Here's the thing. She may turn this over to a collection agency but chances are she'll never take it to court. She terminated you, she broke the contract therefore you do not owe her anything beyond the days she watched your child.
I would ignore it or simply tell the collection agency when they call that she broke the contract and you have the letter to prove it. Would they like to see it? Then tell them to not contact you anymore the debt is a false claim. If she does spend the money to take you to court you will just need to present the letter and explain that services were terminated by the facility therefore she broke the contract and you do not owe any money.

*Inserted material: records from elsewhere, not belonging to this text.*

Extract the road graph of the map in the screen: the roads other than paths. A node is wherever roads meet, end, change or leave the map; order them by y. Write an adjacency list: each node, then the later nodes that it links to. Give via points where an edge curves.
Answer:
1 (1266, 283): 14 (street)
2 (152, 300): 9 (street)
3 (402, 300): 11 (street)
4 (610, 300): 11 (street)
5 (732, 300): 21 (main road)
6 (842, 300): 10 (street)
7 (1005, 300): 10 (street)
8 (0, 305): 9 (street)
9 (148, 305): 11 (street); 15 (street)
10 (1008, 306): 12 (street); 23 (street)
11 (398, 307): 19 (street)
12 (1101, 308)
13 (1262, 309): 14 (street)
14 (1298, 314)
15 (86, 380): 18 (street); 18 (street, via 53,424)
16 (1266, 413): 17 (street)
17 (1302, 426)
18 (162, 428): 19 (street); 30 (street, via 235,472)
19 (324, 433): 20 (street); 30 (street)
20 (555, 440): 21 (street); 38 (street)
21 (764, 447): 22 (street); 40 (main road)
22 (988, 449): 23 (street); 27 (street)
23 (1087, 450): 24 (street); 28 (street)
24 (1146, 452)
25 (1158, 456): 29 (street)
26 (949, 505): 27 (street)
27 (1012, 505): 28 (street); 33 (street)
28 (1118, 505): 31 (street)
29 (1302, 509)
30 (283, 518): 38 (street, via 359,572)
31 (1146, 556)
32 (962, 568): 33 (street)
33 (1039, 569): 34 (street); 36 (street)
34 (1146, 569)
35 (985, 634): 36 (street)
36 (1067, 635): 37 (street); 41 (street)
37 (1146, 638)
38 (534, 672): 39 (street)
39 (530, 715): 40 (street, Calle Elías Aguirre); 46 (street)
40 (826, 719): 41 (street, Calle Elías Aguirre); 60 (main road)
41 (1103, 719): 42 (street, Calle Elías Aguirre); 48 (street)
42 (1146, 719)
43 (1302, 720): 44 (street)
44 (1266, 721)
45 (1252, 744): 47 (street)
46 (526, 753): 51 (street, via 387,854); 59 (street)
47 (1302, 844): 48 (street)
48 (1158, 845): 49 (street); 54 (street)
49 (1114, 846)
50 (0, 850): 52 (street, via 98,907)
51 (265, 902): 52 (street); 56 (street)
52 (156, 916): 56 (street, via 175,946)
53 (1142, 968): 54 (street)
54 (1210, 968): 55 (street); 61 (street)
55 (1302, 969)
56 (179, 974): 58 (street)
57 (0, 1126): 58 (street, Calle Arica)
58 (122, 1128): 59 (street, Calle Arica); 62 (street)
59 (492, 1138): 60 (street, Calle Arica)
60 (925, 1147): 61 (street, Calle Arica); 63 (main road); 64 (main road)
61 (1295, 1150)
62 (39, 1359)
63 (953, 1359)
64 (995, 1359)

If she did carry this far enough to put this debt on your credit report, which can have an explanation tagged on it to dismiss it totally, I would simply let it go still. People have stuff on their credit report all the time that is wrong. A simple note attached to the claim is all that is needed for anyone looking to dismiss it.
I can tell you from 13 years experience in child care that she would be stupid to take you to court. Most "contracts" in child care are not worth the paper they are written on. They are not legally binding contracts. The provider will tell you they are but my attorney advised me that unless they are notarized and filed properly they are not legal documents. They are merely an agreement between two people that lists out what the other one wants the other one to do. That's it.

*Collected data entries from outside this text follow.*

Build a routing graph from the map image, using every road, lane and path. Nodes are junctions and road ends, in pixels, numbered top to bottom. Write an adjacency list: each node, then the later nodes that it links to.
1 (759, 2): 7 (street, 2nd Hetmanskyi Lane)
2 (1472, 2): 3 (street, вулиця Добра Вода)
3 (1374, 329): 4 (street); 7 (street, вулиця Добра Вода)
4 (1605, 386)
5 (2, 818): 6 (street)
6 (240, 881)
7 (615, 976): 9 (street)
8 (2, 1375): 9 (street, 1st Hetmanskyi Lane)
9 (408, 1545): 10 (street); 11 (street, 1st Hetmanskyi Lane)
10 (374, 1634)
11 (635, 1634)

I stopped even writing one up. I did have my parents sign a paper that said they had read the parent handbook and agreed to the terms of it. That they understood about the late fees and that they must be paid before their child can come back. That payments were due on Monday mornings and that if they did not pay it their child could not stay until they did. I did make exceptions of course for parents who were good parents that usually paid on time and didn't make unreasonable demands.

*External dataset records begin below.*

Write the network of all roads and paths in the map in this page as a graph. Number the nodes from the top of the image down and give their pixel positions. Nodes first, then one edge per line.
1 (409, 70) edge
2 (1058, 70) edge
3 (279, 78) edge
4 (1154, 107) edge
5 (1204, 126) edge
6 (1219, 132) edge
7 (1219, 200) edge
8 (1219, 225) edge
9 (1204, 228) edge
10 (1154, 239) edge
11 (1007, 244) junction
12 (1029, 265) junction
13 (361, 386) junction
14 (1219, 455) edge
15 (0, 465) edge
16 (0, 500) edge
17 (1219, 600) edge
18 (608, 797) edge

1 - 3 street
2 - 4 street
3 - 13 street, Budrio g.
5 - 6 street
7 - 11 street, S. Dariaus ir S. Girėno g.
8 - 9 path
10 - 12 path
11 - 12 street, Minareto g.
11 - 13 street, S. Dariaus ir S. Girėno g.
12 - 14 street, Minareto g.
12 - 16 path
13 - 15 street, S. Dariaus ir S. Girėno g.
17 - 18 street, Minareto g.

If you think talking to this person is something that can be worked out then by all means go ahead and try but do NOT get sucked in and think she has any real intentions of taking you to court. I would not even pay this any attention at all. In fact I would file it away and ignore it.
If I did get a call from a debt collector I would explain it was a false claim and they needed to take it up with her. Then I would contact my attorney and ask them to write her a letter stating that if she did not cease from contacting his client and passing false information to debt collectors, and basically committing slander against you that he would file XXX papers against her immediately.
Follow through with the call to licensing. Have you looked at their online inspection reports? Do they have many they didn't pass 100%? I always had something, the door was not locked the way they wanted, the toilet seat was not down on the toilet in the school kids bathroom, the band aids in the first aid kit were getting low. stuff that is important but not life threatening.
I would tell them everything that I noticed. I am adding some links that will have some licensing information so that perhaps you can brush up on the things you have observed she is not doing or does not enforce.
Please note that she may have sent the bill before terminating your services or by a billing person. This is unlikely but still. She broke the contract by terminating your services without the 2 weeks notice she is asking you to pay for.